In one of the new album’s early singles, Me, Myself and I, Hemmings sings about being a pit of need; gets what he wants but still doesn’t feel satisfied. “Many [the new album] is about romantic relationships and friendships,” he says. “But it’s more about realizing that you might not have that many emotional tools in your tool belt to figure out why they’re affecting you.”

5 seconds of summer
“You stop suddenly [touring] and you realize… uh, i’m sick now, and i want to move all the time no matter what… 5 Seconds of Summer. Photo: Andy DeLuca

With just a few albums into their career, the brash upstarts from Sydney were barely past their 20s when they began experiencing the downside of their overnight success. On More they sang about “a house full of everything we wanted/but it’s an empty home”. “A band is often a traumatic bond because you’ve been through so much together,” Irwin told NME in 2020.

Just a few years earlier, a Rolling Stone cover story painted 5SOS as dissolute kids making the most of a good cause: partying hard and burning bright, but destined to be wiped out. The people in this story couldn’t be more different than those who stand before me now. Hemmings seems keen to question the emotional roots of his songwriting; like Irwin, he released a solo record last year. And Irwin explores creativity of all kinds, as openly as countless newcomers to LA before him. They’re still young adults — but adults nonetheless, grappling with what it means to be “on the other side of 24,” seeing scenes change and people slipping out of sight.

In the press bio for the new album, Irwin talks about how he and his bandmates consciously and actively chose to show up to be in the band for another day. Nothing about the band or their new album or where they end up is shown by default.

“When we decided to write together [in 2020], we had begun to heal ourselves from moving so much and at such a fast pace,” says Irwin. “And that, in turn, began to heal our creative relationship.”

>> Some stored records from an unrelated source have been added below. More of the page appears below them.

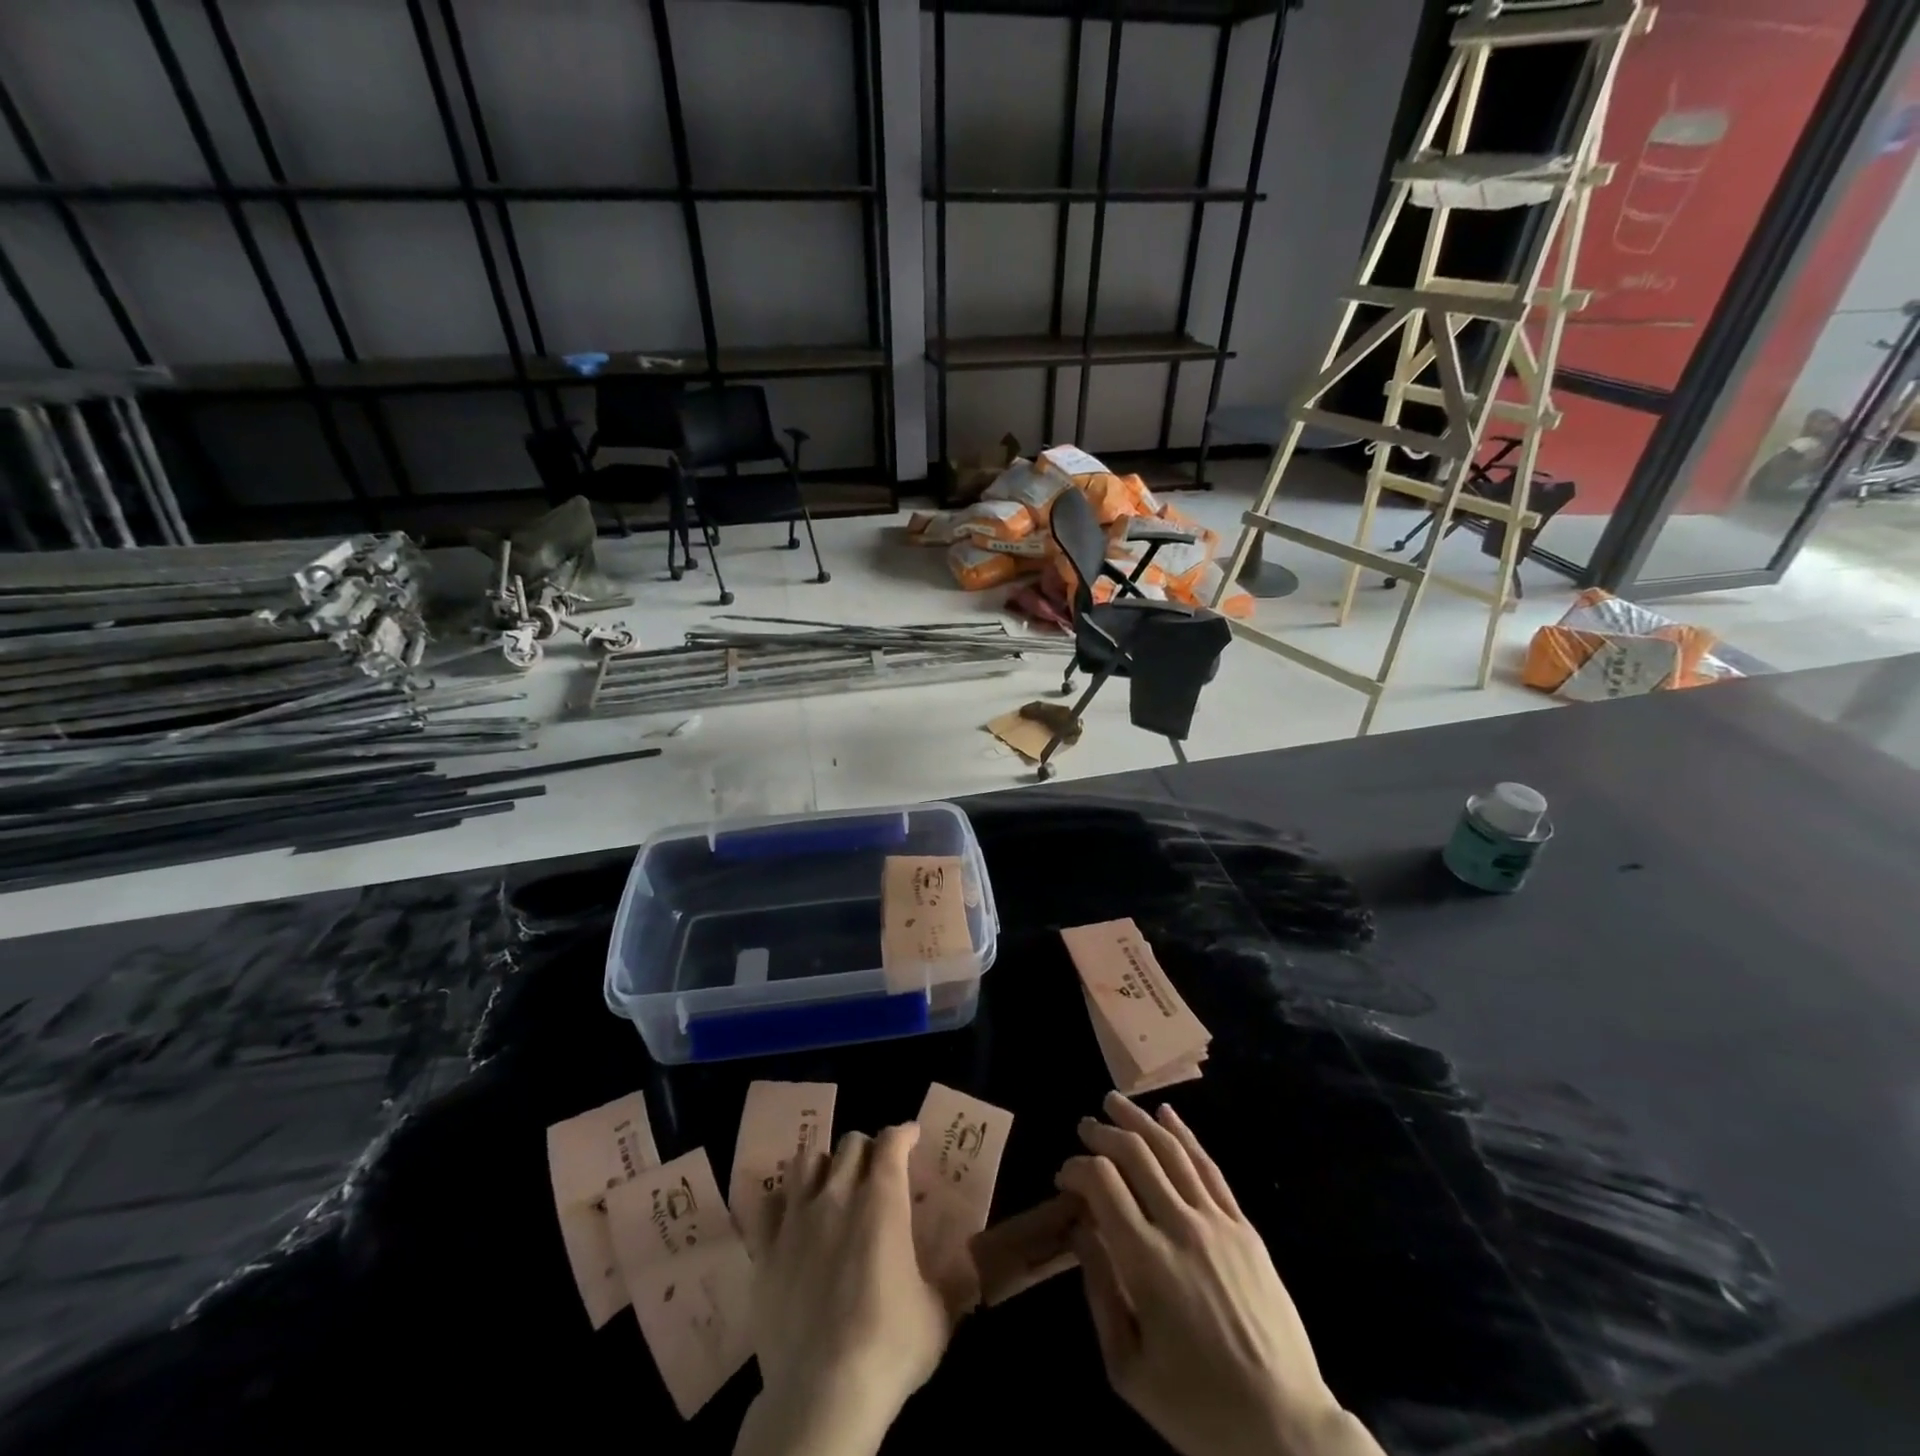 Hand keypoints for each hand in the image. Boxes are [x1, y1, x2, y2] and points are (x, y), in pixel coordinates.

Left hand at [736, 1125, 952, 1455]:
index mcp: (882, 1200)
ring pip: (806, 1161)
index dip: (903, 1134)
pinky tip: (792, 1216)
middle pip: (850, 1144)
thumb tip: (969, 1267)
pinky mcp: (765, 1249)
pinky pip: (769, 1204)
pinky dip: (783, 1202)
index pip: (891, 1141)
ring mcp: (797, 1219)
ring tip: (832, 1184)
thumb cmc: (890, 1347)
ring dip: (824, 1166)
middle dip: (867, 1149)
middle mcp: (838, 1194)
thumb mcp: (938, 1314)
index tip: (911, 1137)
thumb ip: (951, 1280)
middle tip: (876, 1170)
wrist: (822, 1394)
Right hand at [1057, 1094, 1376, 1455]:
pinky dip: (1185, 1135)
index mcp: (1147, 1262)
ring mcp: (1218, 1223)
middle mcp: (1182, 1228)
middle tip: (1084, 1127)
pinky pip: (1210, 1168)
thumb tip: (1080, 1229)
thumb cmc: (1196, 1408)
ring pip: (1172, 1151)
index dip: (1077, 1169)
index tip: (1064, 1177)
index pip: (1102, 1183)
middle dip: (1103, 1133)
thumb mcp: (1128, 1367)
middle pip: (1135, 1154)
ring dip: (1139, 1120)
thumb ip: (1099, 1290)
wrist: (1285, 1429)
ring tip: (1115, 1102)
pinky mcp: (1245, 1228)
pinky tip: (1168, 1116) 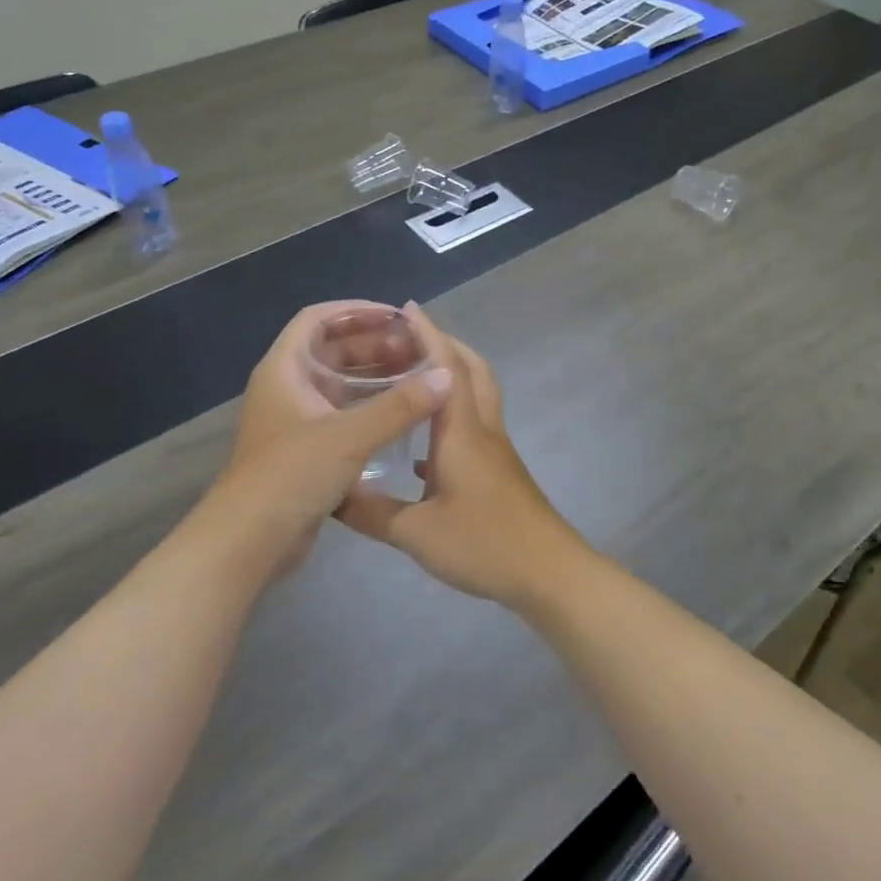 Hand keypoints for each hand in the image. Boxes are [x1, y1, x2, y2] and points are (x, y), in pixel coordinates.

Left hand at [204, 302, 450, 579]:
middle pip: (332, 350)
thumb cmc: (292, 475)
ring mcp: (296, 419)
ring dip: (375, 377)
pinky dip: (370, 407)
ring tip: (417, 378)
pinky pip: (342, 413)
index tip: (396, 317)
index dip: (356, 311)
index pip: (318, 319)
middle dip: (374, 345)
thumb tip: (446, 377)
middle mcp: (287, 387)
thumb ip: (400, 406)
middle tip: (417, 351)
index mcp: (285, 369)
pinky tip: (402, 414)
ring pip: (340, 383)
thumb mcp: (350, 436)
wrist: (249, 541)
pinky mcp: (306, 448)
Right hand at [340, 306, 597, 606]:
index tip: (407, 307)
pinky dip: (451, 417)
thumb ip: (372, 512)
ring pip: (477, 396)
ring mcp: (495, 450)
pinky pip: (474, 427)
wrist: (548, 572)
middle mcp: (482, 430)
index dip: (428, 334)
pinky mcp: (499, 471)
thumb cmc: (484, 543)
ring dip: (452, 377)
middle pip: (473, 371)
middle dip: (446, 346)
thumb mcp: (417, 533)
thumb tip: (332, 494)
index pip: (446, 369)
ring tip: (414, 380)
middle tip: (411, 339)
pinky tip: (422, 446)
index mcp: (461, 432)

“Healthy” is a word that comes up a lot in our conversation; Hemmings and Irwin talk about having healthy goals and patterns, making sure their health is a priority, and living their own lives outside of the band — “in a healthy way,” Hemmings clarifies. Getting out of each other’s pockets allowed them to find a new way forward together.

“It’s almost like we’re going back to the basics of the band,” says Hemmings. And after an era of feeling heavy and down, he says that these days “we’re trying to bring that light across.”